Background
Arthur Besse was born on April 13, 1887, in Bridgeport, Connecticut, United States, the son of Lyman Waterman and Henrietta Segee Besse.
Arthur Besse was born on April 13, 1887, in Bridgeport, Connecticut, United States, the son of Lyman Waterman and Henrietta Segee Besse.
After attending Springfield High School in Massachusetts and Lawrenceville Academy in New Jersey, Arthur entered Harvard University, graduating cum laude three years later, in 1909, with the B. A.
Arthur entered business with his father, who was a partner in a chain of retail clothing stores. Except for the period from 1918 to 1920, Besse worked for the company until 1926. In 1923 the firm was incorporated as the Besse System Company. Besse served as assistant manager of stores in Springfield, Massachussets, Kansas City, Missouri, and Syracuse, New York, from 1909 to 1911 and from 1913 to 1918. He was involved in the firm's management from 1911 to 1913. In 1920 he became treasurer of the Sherman Welton Company, a clothing manufacturer in Boston, and remained in that position for two years. After the parent company was incorporated, he served as treasurer from 1923 to 1926. Besse was in the Gas Defense Division of the Chemical Warfare Service of the United States Army from 1918 to 1920; he attained the rank of lieutenant colonel. After the war ended, he was engaged in the adjustment of wartime contracts entered into by the service.
From 1926 to 1931 Besse was a partner in an investment securities company in New York City. In September 1933 Besse became president of the National Association of Wool Manufacturers and held this post until his death. As president he succeeded many able leaders, beginning with Erastus Bigelow in 1864. Besse began his work at a time when the association, which was the oldest trade association in the United States in continuous existence, was entering a new phase of its history. The National Industrial Recovery Act, a depression measure that became law in June 1933, allowed various industries to propose codes of fair competition. To qualify as the code maker and administrator for the wool manufacture, the association had to increase its membership. Representing about 50 percent of the industry, as measured by workers, payroll, and machinery when the act was passed, within eight months the association had expanded to include more than 90 percent.

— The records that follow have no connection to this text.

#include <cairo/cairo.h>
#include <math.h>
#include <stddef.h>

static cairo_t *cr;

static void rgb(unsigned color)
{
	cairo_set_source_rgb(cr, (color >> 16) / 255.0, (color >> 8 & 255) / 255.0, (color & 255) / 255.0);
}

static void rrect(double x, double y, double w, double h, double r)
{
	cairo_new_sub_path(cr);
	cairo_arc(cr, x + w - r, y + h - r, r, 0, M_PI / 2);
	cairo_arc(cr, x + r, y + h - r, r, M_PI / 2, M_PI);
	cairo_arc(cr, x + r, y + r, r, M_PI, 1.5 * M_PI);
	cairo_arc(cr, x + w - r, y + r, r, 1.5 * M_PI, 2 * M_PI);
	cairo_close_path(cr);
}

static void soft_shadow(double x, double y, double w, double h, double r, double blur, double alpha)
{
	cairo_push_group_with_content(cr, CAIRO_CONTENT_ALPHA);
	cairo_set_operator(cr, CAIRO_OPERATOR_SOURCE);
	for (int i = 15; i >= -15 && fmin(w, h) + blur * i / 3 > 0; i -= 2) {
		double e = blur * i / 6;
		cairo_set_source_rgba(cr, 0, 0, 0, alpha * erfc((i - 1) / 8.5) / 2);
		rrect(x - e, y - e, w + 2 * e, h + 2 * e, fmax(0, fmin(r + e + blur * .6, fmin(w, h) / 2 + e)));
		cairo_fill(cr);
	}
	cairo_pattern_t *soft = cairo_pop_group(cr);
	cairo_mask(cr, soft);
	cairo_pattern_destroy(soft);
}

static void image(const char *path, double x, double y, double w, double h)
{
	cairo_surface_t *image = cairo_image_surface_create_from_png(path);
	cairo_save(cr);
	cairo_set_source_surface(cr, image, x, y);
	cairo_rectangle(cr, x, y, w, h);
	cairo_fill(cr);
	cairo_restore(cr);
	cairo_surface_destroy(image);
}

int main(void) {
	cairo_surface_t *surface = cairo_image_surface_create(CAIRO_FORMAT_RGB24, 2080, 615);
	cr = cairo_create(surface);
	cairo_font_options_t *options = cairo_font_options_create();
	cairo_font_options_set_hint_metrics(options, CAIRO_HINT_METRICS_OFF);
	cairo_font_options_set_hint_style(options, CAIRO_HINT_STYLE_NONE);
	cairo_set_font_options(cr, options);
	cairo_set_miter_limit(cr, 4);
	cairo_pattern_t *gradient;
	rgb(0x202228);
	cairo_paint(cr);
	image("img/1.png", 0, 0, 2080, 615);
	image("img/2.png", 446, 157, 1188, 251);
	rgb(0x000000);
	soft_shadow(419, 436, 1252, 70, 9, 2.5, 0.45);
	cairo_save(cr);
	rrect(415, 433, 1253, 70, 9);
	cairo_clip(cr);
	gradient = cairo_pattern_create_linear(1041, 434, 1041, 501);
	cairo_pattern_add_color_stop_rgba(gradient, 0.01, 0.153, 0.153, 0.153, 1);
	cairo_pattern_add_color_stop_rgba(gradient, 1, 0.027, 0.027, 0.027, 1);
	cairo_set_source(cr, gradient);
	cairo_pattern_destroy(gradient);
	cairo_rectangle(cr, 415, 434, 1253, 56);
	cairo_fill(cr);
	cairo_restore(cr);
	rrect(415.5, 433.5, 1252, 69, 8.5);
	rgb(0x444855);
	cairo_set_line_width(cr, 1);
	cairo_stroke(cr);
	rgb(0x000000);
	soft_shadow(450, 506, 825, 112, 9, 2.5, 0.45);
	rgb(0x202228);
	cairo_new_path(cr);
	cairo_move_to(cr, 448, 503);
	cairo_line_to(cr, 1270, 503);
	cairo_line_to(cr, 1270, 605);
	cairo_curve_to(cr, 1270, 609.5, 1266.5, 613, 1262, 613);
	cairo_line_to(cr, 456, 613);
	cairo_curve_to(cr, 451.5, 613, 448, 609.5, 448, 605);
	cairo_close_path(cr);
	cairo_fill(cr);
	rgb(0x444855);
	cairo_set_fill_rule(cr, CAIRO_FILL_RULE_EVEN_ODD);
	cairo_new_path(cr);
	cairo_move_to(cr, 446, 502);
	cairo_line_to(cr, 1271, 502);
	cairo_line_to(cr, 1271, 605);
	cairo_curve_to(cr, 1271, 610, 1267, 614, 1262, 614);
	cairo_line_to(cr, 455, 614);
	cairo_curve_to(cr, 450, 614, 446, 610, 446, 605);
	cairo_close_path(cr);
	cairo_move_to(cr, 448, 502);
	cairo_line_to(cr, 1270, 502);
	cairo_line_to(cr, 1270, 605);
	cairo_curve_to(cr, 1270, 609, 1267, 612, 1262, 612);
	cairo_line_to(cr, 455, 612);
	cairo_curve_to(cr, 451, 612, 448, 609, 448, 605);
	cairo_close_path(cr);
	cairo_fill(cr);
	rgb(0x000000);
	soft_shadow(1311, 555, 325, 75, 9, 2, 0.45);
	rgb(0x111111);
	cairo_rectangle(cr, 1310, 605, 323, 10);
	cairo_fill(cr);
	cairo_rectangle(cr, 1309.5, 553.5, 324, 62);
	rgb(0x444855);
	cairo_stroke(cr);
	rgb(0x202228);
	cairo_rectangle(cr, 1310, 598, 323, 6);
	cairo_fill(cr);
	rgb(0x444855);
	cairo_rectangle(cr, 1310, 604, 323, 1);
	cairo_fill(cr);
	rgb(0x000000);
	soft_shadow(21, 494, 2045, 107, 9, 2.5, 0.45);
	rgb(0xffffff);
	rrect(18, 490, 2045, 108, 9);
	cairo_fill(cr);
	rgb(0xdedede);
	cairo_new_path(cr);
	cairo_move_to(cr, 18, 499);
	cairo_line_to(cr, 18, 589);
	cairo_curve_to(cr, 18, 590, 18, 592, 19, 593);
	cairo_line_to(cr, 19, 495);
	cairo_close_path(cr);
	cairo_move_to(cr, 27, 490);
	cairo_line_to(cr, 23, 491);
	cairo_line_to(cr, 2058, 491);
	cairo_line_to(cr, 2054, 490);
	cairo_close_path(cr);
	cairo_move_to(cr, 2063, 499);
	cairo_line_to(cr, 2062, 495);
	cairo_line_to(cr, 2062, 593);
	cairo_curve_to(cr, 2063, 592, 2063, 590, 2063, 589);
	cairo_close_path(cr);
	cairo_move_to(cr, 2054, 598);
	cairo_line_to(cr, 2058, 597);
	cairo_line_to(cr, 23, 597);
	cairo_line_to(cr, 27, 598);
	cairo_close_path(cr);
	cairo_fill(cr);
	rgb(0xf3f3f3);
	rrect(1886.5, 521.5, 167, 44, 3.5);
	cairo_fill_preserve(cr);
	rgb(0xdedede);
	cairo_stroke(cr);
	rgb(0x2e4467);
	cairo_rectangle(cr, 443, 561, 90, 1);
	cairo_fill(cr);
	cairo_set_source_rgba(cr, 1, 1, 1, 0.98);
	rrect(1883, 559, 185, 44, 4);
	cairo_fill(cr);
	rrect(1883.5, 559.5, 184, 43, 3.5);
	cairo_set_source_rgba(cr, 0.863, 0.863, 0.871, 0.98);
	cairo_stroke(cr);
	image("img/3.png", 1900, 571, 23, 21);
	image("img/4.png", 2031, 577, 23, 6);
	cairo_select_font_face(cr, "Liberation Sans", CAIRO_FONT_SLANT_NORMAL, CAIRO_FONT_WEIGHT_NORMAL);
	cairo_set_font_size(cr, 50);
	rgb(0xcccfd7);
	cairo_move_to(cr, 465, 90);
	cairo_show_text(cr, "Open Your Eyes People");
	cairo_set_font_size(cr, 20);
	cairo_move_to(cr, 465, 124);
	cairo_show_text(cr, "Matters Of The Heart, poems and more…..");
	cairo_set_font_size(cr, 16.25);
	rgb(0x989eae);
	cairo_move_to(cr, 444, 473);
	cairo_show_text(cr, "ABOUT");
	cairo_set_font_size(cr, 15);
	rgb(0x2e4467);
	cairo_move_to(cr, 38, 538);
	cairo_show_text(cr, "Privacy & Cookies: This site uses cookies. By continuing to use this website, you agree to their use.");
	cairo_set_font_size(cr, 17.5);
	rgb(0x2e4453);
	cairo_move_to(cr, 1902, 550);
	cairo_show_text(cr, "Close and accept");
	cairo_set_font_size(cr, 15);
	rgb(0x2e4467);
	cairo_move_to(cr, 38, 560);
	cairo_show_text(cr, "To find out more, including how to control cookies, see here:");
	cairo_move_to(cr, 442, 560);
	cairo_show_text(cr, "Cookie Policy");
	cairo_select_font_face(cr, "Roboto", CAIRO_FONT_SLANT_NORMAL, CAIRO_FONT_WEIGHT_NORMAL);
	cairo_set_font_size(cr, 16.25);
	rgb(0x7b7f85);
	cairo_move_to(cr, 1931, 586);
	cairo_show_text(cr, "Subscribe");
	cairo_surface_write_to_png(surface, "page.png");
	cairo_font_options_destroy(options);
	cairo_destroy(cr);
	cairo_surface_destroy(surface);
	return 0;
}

At the beginning of 1934 Besse was elected chairman of the code authority for the industry. During his first twenty months in office much of his work was related to the industry's code and to the subcodes of its branches. When the Supreme Court declared the National Industrial Relations Act unconstitutional in 1935, Besse's efforts were directed at securing voluntary compliance with the code. Membership in the association was well maintained. From its inception the association had sought "insurance against legislation hostile to the wool manufacture of the country. " During Besse's presidency federal activities bearing on the wool manufacture required more attention than ever before. Although his office was in New York City, he was a familiar figure in Washington, D. C. , where he was the chief spokesman for the industry.
The association considered President Franklin D. Roosevelt's program of reciprocal trade agreements (which would result in the lowering of tariff duties on goods imported into the United States) a major threat to domestic manufacturers of wool; repeatedly Besse objected to the theory and practice of reciprocity. He also devoted his attention to proposed or enacted legislation that involved fair-labor standards, organization of labor, raw materials, and labeling of goods. As the association's chief representative Besse worked as well with the United States Bureau of Standards to secure satisfactory labeling regulations. During and after World War II the wool industry was confronted with new challenges. In 1939 Besse was a member of a commission appointed to negotiate with the British for the release of Australian wool for the use of the American wool manufacturer. He served during the war and afterward on a number of committees advising the government on defense problems related to the wool textile industry (in 1951 he was a member of four such committees).
After World War II, competition from abroad, which during the war had posed no threat to the American wool manufacture, once more appeared serious, particularly because of the government's continued interest in international cooperation in the removal of trade barriers. In 1951 the association filed a brief in opposition to the adherence by the United States to the proposed International Trade Organization. In March 1951, shortly before the end of his active participation in the association, Besse appeared before the Senate Finance Committee with a brief against the extension of the Trade Agreements Act. Articles by Besse on the state of the wool manufacture appeared in the New York Journal of Commerce, American Wool and Cotton Reporter, and elsewhere. Besse died in New York City in 1951.
A slender, attractive man with a pleasant personality, Besse was a skilled executive both in the office and in the forum. He approached problems objectively, listened to all points of view, and reached conclusions based on facts. Able to handle masses of figures and to predict trends, he was a fast and intense worker, capable of covering many different subjects in a single day.
Besse's chief avocations were yachting and singing. He was treasurer of the North American Yacht Racing Union and secretary of the Southern Massachusetts Yacht Racing Association, and often spent his summers on Martha's Vineyard. Possessed of a good baritone, he sang with the University Glee Club in New York City.
On February 23, 1919, Besse married Eleanor Pass of Syracuse, New York, daughter of James Pass, president of the Onondaga Pottery Company. They had three sons.